Most of these finds have been teeth, which have usually been attributed to Baryonx. However, some differences in these fossils have led to suggestions they may actually be from unknown spinosaurids.
However, there was little evidence of this until Jeremy and local fossil collector Kai Bailey began to find bones on beaches near Chilton Chine, on the southwest of the Isle of Wight.
'I was present with Kai Bailey on the beach when he picked up the snout of one of these dinosaurs, with nice big teeth in it' says Jeremy. 'He was delighted!
'To find parts of the skull of a theropod is very rare, but a week later he found another snout so we knew we had two animals. We started searching the beach quite regularly, and later I found the back end of the skull and excavated it.'
Bones gradually emerged from the rocks over a four-year period between 2013 and 2017, which Jeremy says is not uncommon.

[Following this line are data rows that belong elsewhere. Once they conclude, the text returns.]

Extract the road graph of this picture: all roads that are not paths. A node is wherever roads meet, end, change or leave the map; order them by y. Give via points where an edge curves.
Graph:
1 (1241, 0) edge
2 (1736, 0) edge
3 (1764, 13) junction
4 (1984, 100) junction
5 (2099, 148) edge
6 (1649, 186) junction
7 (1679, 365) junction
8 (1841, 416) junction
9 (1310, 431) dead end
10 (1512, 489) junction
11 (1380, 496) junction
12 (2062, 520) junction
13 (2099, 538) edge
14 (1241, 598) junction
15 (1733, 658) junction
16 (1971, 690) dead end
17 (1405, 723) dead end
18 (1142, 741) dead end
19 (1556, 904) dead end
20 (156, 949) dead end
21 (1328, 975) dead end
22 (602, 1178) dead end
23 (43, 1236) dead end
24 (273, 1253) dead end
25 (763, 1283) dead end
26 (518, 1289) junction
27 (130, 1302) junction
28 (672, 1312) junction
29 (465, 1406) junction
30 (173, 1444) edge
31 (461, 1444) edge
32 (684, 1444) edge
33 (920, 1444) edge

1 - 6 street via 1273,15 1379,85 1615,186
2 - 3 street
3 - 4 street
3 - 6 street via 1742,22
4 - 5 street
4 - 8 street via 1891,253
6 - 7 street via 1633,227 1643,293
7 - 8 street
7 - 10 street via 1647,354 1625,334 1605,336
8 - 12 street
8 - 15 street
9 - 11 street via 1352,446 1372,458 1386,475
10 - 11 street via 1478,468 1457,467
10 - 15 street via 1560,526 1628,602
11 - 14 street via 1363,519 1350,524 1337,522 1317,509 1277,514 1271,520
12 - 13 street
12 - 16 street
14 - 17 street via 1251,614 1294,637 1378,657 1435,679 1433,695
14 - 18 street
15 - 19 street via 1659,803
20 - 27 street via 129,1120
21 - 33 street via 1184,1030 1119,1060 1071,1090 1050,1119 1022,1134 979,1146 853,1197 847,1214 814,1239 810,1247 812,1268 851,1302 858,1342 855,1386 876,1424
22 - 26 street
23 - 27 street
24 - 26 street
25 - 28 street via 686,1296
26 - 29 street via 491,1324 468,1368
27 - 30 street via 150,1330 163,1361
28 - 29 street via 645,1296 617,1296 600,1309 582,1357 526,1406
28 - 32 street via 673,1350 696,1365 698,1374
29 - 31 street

'This dinosaur, like many on the Isle of Wight, was probably spread over quite a large area,' he says. 'If the skeleton wasn't buried rapidly then it would probably be distributed by predators or natural features like streams.
'Very often, the rocks that have these bones in are being worn away by marine erosion, so it takes quite a long time to come out.'
Over this period, Jeremy regularly returned to the beach, finding part of the tail on one visit. Other fossils from the dinosaurs were found by a variety of other people, with the bones being deposited at the Dinosaur Isle Museum on the Isle of Wight for further study.
The researchers found that the two sets of bones were sufficiently different from other spinosaurids to name not one but two new species, each in their own genus.
The first, Riparovenator milnerae, of which parts of the skull and tail were found, is named 'riverbank hunter' to reflect the fish-eating nature of the dinosaur, while its species name honours Dr Angela Milner.
Meanwhile, Ceratosuchops inferodios, or 'hell-heron horned crocodile-face', is again named for its presumed lifestyle of living in wetlands and due to features of the skull such bony ridges around the eye.
The scientists compared the remains to the family tree of the group and found that they were likely close relatives. Not only that, but they may have lived side-by-side at the same time.
'Both dinosaurs were found on the foreshore and were pretty much together,' says Jeremy. 'One would expect they were contemporaneous and there at the same time.
'It's difficult to say for sure, as one was found loose on the foreshore so we can't confirm they were there on the same day, but the species were around at a similar time.'
The pair may also have been contemporaries of Baryonx, potentially putting three spinosaurids together in the same place. To avoid competing with each other, the dinosaurs may each have lived in different habitats, targeted different prey or have been active at different times.
These new dinosaur species also help researchers piece together the history of the spinosaurids. Their findings suggest that the spinosaurids started out in what was then Europe, before spreading into Africa on a number of occasions and giving rise to species like Suchomimus.
Work to discover more about this diversification of the spinosaurids is underway by the researchers, who also plan to carry out more detailed investigations into both R. milnerae and C. inferodios.